__Problem to work on__.
Lines with "paths" in them are to be located in the listing below and copied.
[Data supplied — start]
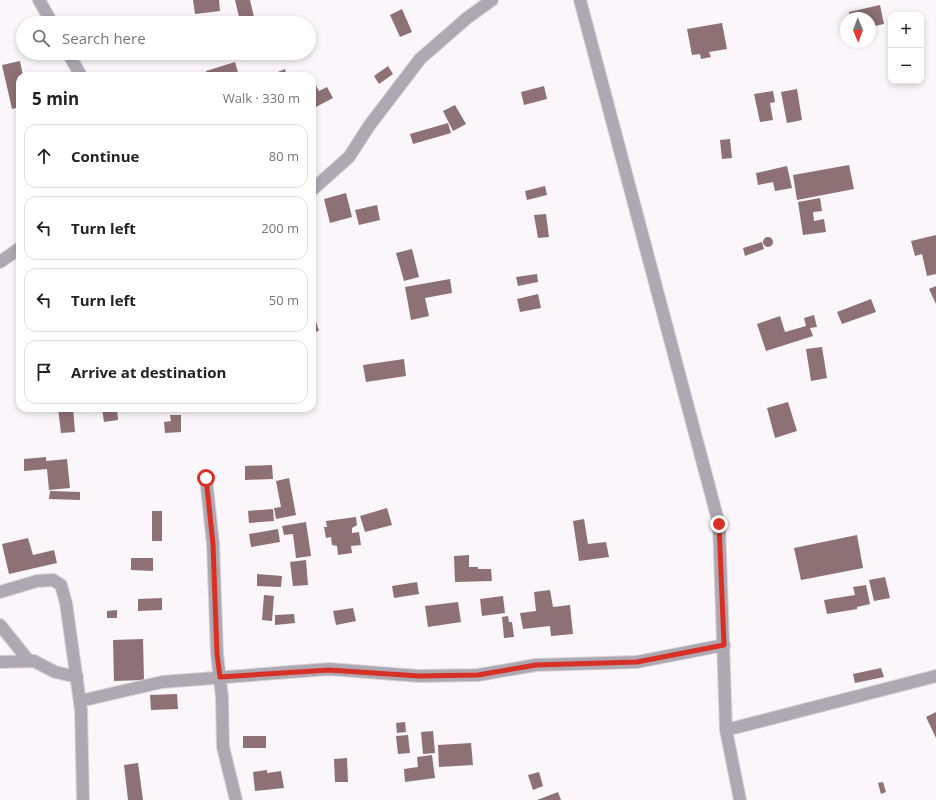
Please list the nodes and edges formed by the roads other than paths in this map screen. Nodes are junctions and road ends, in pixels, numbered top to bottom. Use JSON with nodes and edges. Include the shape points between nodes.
[Data supplied — finish]
[Data supplied — start]
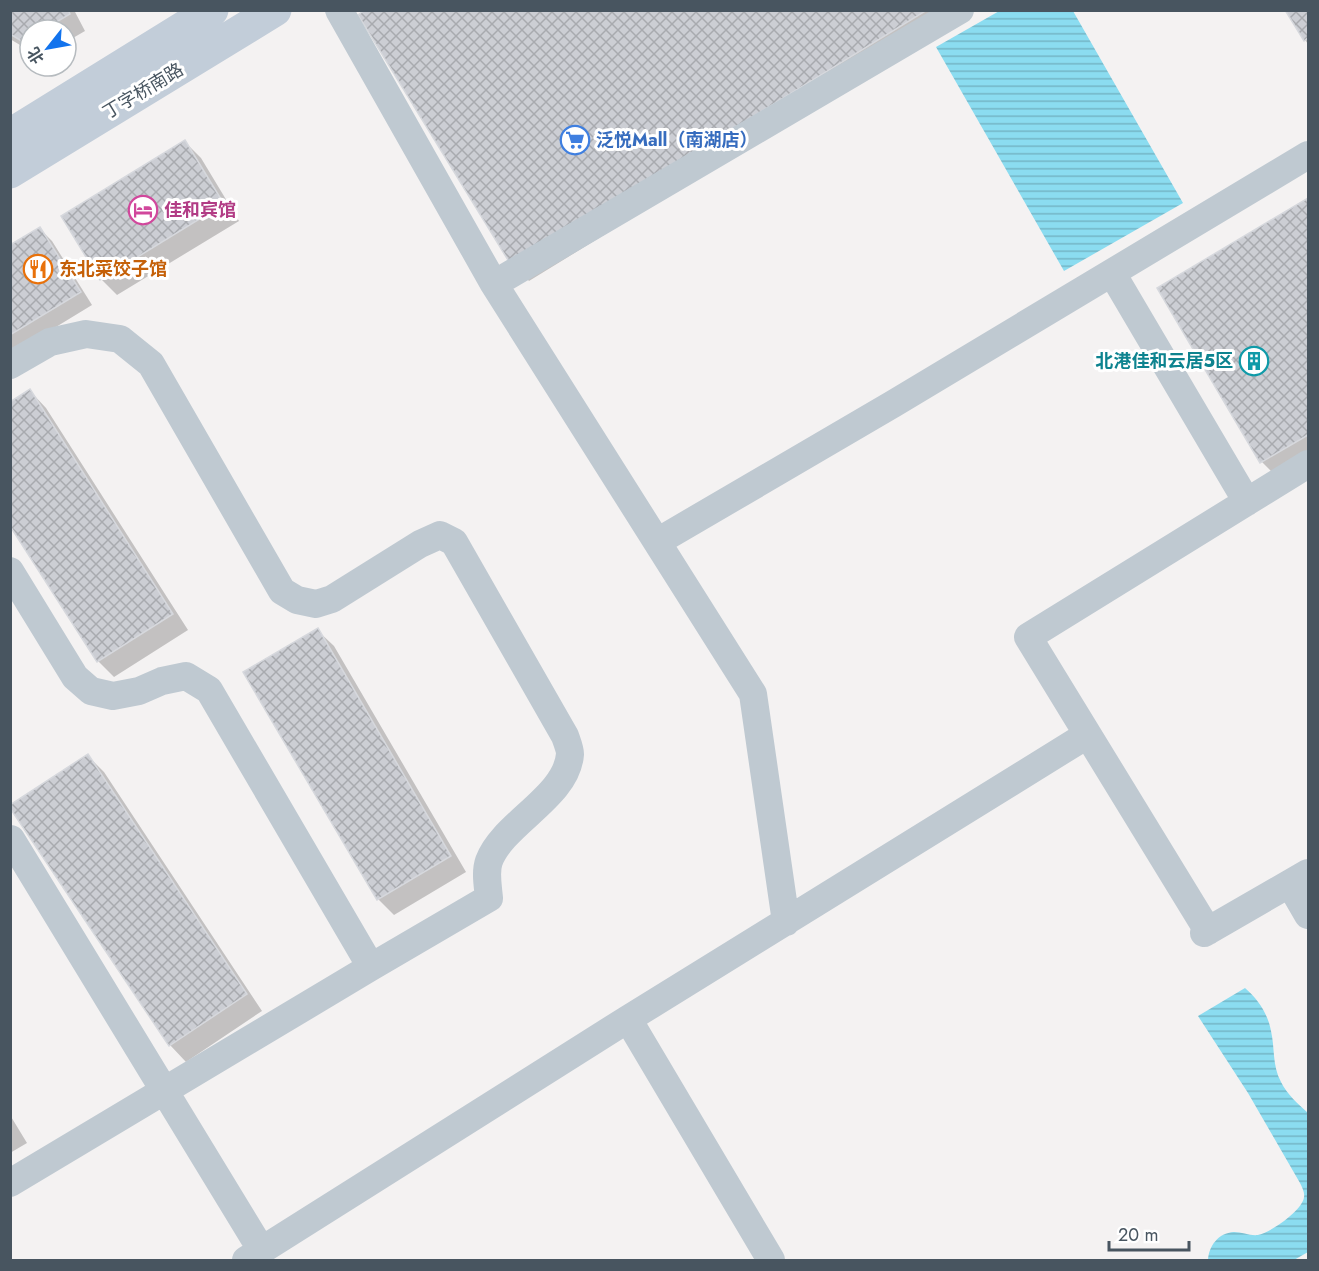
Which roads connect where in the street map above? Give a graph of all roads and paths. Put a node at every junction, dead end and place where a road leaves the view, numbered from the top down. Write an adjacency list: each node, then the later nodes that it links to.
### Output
[Data supplied — finish]
[Data supplied — start]
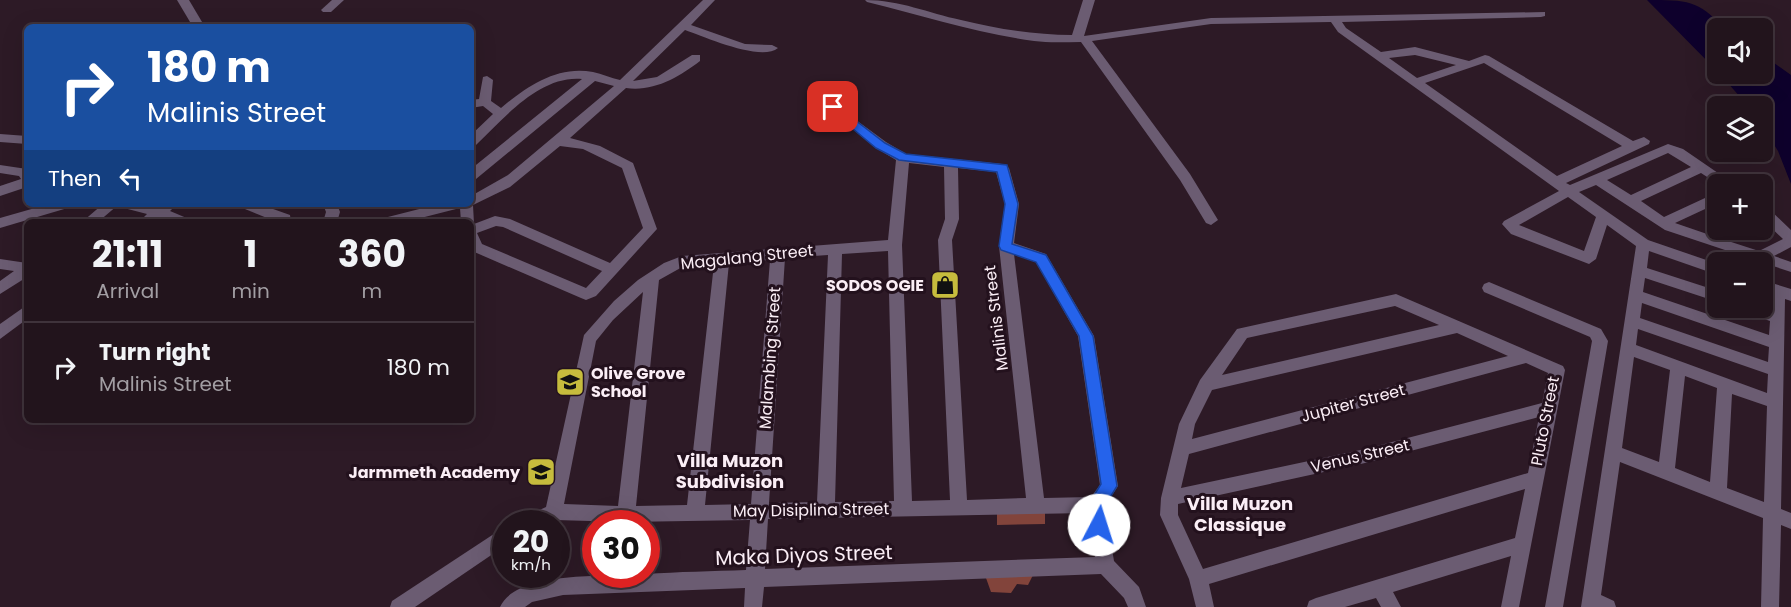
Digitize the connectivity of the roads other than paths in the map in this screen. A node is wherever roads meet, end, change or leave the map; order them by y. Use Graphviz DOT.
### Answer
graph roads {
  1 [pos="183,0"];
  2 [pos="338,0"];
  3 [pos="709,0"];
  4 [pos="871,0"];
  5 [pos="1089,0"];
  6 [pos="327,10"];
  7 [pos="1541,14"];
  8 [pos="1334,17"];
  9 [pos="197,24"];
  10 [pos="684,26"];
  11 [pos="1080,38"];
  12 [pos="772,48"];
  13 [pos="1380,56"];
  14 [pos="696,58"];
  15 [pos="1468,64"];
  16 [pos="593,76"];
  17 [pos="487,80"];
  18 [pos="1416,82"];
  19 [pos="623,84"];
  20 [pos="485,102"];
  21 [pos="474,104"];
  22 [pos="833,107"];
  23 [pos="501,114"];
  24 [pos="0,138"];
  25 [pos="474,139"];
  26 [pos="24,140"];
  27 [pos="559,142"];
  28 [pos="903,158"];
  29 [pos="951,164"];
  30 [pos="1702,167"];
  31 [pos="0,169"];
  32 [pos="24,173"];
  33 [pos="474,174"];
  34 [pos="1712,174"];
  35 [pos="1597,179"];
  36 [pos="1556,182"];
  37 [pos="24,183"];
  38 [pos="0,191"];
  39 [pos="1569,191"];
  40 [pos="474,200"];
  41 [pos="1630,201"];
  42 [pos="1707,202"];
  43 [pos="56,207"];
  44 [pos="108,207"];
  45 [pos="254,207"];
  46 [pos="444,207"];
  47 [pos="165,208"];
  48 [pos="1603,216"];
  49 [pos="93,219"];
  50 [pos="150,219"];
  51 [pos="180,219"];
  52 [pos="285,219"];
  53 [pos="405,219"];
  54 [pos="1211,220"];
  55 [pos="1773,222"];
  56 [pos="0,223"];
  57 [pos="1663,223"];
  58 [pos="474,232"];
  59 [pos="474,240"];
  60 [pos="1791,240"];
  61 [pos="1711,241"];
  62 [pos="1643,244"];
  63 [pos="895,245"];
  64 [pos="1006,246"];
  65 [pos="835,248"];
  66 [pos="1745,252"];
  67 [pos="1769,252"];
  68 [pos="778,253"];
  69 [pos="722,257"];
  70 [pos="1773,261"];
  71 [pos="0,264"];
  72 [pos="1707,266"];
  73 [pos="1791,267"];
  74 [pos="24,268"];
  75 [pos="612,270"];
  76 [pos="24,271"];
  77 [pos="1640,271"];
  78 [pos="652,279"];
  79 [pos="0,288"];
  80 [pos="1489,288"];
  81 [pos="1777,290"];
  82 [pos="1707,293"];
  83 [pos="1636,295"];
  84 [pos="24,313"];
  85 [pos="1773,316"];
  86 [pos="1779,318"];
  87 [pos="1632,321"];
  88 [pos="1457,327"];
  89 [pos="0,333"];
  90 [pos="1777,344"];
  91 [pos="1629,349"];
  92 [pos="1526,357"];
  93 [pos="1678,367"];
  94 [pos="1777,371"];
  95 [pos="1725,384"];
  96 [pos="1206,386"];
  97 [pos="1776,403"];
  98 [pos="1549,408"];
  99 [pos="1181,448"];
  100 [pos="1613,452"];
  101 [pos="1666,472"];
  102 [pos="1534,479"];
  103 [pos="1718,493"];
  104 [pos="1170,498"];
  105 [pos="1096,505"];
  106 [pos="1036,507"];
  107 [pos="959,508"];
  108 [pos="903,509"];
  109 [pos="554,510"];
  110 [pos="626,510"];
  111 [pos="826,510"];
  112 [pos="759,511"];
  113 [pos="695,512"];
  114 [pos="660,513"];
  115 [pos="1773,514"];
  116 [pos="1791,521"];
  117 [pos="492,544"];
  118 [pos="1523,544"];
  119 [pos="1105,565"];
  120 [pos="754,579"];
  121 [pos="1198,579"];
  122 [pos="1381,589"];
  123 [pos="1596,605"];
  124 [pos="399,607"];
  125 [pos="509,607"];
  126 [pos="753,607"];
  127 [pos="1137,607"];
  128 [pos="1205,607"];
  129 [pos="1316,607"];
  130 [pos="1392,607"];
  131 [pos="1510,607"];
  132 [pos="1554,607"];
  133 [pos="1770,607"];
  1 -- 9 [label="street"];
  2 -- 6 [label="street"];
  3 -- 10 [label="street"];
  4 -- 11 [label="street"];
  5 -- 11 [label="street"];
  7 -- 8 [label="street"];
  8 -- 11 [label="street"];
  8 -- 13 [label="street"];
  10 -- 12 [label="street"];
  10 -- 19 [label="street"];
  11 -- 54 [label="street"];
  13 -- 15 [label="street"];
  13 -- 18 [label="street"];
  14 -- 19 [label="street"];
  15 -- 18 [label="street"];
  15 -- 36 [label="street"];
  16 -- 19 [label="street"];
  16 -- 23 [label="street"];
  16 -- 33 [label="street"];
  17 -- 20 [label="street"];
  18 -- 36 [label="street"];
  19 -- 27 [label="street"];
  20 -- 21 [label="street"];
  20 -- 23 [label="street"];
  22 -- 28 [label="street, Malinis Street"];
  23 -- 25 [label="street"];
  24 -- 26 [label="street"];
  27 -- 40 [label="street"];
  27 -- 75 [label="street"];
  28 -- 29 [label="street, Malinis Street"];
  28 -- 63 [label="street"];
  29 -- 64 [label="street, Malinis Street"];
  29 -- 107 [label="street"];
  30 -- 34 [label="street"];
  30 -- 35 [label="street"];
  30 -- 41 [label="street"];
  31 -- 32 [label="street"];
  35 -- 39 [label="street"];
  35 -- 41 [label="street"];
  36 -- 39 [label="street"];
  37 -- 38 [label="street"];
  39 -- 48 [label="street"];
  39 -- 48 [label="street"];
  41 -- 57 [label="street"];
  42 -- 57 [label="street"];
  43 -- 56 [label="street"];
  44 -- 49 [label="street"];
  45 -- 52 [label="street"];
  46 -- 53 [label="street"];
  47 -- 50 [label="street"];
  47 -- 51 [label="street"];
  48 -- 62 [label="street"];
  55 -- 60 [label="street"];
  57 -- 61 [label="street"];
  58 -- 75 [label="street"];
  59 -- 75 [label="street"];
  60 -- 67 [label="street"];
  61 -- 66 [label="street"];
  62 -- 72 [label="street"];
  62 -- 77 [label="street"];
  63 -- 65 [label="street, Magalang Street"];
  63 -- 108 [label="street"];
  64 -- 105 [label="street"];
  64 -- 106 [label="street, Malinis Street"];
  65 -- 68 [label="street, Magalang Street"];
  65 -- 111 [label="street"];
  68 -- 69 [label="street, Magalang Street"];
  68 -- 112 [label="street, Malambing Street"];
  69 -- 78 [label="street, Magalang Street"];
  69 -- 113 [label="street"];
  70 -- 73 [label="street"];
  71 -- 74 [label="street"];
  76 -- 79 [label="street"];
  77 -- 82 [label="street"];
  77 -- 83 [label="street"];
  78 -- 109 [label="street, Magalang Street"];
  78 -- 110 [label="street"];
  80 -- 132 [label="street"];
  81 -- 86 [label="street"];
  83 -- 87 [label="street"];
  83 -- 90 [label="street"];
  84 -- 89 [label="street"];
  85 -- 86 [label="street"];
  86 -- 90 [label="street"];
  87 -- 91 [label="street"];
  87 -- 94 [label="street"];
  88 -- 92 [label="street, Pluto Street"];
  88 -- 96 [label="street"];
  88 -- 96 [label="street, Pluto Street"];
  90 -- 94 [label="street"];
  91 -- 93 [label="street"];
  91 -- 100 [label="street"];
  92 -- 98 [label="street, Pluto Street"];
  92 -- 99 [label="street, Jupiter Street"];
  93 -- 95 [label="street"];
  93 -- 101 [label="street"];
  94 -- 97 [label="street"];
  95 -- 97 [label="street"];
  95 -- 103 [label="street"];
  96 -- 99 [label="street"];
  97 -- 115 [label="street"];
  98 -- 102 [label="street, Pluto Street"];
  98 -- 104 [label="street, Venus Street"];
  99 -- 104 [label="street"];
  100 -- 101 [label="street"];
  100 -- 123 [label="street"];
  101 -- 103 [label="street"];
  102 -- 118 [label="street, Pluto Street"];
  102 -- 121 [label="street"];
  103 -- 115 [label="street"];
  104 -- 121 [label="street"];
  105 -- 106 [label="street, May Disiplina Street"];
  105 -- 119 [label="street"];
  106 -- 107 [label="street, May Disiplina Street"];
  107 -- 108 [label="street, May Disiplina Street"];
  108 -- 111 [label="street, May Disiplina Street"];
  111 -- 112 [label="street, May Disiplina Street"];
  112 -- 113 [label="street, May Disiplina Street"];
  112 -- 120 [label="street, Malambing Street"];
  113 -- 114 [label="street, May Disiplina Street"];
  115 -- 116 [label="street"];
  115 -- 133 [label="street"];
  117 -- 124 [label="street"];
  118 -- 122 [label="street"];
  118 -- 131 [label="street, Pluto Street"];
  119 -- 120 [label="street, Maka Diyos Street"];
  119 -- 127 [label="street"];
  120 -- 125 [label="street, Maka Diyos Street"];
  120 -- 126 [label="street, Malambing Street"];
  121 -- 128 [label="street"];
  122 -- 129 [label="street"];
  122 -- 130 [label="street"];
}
[Data supplied — finish]
__Solution__.
Please list the nodes and edges formed by the roads other than paths in this map screen. Nodes are junctions and road ends, in pixels, numbered top to bottom. Use JSON with nodes and edges. Include the shape points between nodes.
Which roads connect where in the street map above? Give a graph of all roads and paths. Put a node at every junction, dead end and place where a road leaves the view, numbered from the top down. Write an adjacency list: each node, then the later nodes that it links to.
Digitize the connectivity of the roads other than paths in the map in this screen. A node is wherever roads meet, end, change or leave the map; order them by y. Use Graphviz DOT.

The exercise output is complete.